Insults are useless – unless, of course, your purpose is just to anger your opponent. In fact, even if you aim to gain points in some imaginary game of popularity, you’re only likely to be successful for a short time. In a karma-like way, the more negative comments you make, the more you are inevitably going to receive. And that is why Tories with any common sense will steer clear of the type of ridiculous and deceitful comments David Cameron made earlier this month about Jeremy Corbyn.
For Stuart Littlewood at Veterans Today, Cameron’s “unseemly personal attack” directed at Corbyn during the Conservative Party conference showed immensely “bad form” and forced British politics to “a new low”. Furthermore, the Prime Minister’s propaganda seemed particularly uncivilised, given the fact that Corbyn had insisted right at the start of his leadership campaign that he wouldn’t “do personal”. In fact, even after Cameron’s horrific blunder this month, the Labour leader refused outright to “trade personal insults” with his opponent.
As I said earlier in the week, Corbyn must be praised both for his promotion of polite and reasoned debate, and for his criticism of the playground tactics recently employed by the Tories. And, thanks to this strategy, he has quite simply turned the tables on Cameron.

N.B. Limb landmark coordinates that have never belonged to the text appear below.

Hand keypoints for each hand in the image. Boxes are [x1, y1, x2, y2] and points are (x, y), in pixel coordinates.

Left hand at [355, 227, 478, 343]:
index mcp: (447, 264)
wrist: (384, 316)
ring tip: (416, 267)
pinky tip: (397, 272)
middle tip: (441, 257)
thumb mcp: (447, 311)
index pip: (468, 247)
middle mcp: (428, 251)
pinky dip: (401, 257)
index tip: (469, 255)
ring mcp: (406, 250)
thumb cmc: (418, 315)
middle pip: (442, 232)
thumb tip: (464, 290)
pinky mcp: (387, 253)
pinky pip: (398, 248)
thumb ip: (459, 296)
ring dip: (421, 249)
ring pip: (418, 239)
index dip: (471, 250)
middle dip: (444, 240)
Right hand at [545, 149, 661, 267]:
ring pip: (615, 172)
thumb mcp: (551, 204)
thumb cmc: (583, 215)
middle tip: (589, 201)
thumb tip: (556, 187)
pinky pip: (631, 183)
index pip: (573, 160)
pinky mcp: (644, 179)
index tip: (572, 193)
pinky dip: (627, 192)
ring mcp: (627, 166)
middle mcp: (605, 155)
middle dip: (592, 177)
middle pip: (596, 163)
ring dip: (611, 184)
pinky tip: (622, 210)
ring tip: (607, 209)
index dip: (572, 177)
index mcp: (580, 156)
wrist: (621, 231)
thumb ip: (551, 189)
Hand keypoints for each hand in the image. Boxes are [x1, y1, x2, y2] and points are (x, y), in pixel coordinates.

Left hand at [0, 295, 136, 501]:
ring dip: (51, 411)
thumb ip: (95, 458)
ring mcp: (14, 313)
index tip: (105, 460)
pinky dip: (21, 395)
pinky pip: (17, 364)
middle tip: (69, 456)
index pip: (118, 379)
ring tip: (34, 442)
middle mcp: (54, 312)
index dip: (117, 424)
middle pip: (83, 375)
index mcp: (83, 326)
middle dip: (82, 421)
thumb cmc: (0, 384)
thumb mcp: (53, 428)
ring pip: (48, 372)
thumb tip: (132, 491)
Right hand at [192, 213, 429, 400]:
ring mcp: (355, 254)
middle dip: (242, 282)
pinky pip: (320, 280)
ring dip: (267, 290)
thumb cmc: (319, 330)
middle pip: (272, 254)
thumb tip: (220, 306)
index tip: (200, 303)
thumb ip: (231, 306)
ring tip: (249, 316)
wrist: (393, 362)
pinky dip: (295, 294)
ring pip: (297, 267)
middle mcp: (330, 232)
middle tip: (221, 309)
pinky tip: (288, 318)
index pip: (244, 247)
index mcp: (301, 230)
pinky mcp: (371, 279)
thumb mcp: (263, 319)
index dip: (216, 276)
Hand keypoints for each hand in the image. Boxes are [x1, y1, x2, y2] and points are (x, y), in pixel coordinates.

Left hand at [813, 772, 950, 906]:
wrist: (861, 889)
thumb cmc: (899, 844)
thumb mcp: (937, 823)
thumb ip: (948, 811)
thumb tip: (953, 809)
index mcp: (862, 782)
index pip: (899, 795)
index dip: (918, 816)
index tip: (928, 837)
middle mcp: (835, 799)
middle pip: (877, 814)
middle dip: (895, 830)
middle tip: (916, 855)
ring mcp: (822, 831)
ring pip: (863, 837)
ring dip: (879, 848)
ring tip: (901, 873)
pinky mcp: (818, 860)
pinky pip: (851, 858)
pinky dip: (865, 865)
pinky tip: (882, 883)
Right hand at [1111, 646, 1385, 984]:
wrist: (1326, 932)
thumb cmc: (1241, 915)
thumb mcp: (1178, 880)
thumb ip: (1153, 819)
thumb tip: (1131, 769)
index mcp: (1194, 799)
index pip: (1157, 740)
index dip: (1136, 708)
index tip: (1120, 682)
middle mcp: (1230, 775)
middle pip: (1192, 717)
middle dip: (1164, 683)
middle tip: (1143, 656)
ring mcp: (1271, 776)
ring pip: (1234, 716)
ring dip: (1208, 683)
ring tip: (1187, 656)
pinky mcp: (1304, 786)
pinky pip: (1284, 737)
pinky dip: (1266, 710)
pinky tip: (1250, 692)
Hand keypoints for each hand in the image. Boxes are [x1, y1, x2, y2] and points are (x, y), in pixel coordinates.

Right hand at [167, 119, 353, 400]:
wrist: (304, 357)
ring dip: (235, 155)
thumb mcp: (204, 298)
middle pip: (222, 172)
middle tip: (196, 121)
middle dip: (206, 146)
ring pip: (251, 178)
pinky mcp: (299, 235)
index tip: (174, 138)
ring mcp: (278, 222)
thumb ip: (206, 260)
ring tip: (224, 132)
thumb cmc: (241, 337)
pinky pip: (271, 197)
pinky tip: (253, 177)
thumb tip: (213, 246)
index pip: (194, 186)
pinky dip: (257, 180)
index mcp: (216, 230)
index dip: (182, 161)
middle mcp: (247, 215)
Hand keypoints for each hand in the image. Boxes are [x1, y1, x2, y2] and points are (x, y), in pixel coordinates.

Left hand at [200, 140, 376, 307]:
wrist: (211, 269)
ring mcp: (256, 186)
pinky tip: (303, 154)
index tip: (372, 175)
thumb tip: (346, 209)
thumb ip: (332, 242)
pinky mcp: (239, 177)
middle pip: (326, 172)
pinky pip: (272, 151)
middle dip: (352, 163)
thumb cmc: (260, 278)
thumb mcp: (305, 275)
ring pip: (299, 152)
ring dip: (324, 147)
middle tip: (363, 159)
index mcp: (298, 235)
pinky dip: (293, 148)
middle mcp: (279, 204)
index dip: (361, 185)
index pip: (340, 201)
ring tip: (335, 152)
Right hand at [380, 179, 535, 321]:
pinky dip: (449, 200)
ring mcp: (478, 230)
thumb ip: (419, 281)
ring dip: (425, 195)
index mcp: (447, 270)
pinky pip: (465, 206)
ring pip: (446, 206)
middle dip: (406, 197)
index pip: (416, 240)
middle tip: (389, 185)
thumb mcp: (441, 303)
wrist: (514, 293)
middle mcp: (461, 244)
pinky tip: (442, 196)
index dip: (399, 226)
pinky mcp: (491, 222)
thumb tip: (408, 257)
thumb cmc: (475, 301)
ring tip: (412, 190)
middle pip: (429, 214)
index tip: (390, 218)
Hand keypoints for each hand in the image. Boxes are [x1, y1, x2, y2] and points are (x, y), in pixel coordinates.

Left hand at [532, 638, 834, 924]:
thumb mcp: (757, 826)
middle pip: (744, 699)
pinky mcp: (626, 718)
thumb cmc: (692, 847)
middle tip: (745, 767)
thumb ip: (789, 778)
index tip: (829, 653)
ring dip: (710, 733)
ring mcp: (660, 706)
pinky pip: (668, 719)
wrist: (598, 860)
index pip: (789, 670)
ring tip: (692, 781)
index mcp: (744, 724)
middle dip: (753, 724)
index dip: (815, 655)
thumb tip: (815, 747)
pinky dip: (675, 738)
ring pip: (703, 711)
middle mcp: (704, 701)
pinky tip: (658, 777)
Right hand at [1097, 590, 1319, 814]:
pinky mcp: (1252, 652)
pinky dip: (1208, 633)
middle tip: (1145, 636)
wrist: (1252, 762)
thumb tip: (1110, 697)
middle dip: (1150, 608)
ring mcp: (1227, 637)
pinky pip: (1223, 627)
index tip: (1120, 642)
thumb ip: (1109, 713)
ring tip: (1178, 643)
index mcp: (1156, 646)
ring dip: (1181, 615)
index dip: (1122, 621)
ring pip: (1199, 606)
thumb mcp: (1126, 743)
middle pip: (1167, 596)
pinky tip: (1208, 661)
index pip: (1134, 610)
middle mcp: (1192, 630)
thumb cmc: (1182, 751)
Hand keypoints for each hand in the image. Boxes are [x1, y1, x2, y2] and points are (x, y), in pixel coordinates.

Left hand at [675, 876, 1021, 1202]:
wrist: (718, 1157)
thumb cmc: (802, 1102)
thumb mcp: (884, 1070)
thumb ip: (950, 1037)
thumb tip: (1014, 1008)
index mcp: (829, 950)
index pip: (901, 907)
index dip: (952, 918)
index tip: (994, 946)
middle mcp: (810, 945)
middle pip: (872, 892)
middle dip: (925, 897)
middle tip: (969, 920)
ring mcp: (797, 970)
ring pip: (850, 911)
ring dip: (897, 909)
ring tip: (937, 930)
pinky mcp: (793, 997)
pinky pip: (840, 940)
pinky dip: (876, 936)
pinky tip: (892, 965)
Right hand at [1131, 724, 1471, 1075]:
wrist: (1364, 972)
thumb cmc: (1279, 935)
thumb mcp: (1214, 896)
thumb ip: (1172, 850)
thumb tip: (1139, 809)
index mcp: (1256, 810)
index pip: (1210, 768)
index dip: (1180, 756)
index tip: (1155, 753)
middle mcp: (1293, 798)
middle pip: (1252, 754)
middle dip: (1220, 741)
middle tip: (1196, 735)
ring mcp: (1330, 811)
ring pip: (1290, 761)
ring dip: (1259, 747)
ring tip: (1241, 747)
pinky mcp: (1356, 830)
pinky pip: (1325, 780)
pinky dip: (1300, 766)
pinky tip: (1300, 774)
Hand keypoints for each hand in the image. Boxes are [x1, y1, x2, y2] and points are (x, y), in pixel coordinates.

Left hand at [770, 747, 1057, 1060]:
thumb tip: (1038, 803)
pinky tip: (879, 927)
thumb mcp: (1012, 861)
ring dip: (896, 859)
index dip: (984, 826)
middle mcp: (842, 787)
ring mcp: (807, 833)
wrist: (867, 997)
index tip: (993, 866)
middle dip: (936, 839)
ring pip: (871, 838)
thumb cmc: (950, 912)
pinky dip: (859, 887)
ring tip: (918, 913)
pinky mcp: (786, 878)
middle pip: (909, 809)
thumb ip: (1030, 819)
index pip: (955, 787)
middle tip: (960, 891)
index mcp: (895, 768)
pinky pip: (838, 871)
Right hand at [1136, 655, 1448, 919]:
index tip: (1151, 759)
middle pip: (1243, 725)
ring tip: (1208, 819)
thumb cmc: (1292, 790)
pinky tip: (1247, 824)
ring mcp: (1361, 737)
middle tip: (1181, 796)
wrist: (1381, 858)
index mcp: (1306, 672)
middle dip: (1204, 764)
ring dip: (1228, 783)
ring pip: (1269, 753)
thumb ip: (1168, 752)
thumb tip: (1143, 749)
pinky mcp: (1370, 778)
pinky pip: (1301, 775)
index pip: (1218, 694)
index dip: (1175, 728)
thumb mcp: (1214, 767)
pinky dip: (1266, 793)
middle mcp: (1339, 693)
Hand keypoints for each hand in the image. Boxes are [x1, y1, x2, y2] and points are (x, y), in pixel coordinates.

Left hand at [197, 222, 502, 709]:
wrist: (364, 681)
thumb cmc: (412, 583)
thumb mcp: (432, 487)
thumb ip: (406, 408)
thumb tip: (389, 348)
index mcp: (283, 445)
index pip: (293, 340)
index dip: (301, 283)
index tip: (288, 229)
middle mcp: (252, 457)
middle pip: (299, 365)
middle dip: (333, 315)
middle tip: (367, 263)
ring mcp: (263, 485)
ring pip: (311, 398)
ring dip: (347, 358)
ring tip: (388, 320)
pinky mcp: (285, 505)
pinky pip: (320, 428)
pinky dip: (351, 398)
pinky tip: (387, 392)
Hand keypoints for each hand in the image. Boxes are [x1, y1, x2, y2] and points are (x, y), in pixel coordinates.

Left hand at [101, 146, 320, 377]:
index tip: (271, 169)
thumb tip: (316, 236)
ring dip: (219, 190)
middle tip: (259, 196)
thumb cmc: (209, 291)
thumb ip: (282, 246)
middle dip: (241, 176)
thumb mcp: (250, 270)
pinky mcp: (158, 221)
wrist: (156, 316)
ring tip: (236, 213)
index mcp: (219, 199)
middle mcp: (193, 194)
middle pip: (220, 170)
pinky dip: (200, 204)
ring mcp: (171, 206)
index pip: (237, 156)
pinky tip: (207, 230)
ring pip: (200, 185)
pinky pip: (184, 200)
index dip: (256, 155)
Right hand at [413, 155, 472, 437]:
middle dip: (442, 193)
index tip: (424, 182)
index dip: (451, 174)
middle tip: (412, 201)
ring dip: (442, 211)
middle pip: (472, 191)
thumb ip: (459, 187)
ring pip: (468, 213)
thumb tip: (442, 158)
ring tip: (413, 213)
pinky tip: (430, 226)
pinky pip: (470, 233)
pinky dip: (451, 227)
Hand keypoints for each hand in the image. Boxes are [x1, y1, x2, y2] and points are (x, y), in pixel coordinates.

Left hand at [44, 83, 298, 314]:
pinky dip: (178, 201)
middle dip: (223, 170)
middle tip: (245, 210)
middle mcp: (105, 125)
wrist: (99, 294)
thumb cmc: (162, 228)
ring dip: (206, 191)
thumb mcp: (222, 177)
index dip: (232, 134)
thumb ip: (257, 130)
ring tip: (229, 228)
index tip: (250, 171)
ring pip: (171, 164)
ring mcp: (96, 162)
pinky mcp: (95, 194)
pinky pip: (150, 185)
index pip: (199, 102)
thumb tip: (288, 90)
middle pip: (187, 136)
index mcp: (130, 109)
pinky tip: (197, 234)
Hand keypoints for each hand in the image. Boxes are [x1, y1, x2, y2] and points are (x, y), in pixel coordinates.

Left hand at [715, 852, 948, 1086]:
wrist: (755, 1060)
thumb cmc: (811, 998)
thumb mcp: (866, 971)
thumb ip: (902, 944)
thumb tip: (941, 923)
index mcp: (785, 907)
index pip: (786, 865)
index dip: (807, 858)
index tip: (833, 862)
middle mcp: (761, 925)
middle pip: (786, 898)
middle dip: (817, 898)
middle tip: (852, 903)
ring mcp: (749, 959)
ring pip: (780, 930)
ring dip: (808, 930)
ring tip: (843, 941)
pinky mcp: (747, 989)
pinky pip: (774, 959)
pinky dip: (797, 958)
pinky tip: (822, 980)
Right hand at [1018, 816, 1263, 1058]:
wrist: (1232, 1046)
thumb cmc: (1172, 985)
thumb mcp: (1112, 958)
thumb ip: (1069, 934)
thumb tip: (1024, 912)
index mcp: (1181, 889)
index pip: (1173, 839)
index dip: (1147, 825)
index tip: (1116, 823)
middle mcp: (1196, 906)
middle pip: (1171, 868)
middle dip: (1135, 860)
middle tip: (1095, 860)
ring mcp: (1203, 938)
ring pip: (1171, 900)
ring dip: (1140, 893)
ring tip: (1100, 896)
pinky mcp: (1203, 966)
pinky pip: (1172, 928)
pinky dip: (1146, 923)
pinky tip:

In recent years, the Conservatives revelled in the weakness of the unprincipled, spineless opposition provided by the New Labour machine. They appeared united and confident in their beliefs, while their rivals struggled to convince the public that they actually offered an alternative.
That ship, however, has sailed. And today, a new Labour Party has manoeuvred into the Port of Westminster.
Sure, the hands on deck are mostly the same as those on the previous ship. And yes, they probably need some training in how to talk like real people again after so many years at sea. The big difference, though, is that they now have a new captain who knows the ropes and who is holding the map the right way up.
Even more important, however, is the fact that the new Labour leader understands very well that power in Westminster is not achieved in the same way as it was in the past. Insulting the enemy just patronises the general public and distracts them from the real issues.
Rather than calling the country’s current ruling class “toffs” or those who stand up against them “crusties”, we should respond to attacks with facts and figures. For instance, let’s not speak about what Cameron did in his student days. They’re long gone, and they don’t affect us directly in 2015.
Instead, let’s speak about why the Prime Minister’s comments were malicious lies. Let’s talk about how his government is destroying taxpayer hopes of cleaner, cheaper energy. Let’s criticise his poor record on gender equality. And let’s reveal how his government’s policies help the powerful and trample on the impoverished.
These are the issues that directly affect us today. Not how someone speaks, dresses, or wears their hair – these are not reflections of the views people hold dear, and are irrelevant to political debate.
So no matter how much those who exploit, discriminate or oppress want to stereotype people and hurl insults around aimlessly, we must not sink to their level. If we hold justice close to our hearts, we must take pride in insisting that it is only the policies that truly matter. For in the end, arguments are not won with abuse or deception. They are won with the truth.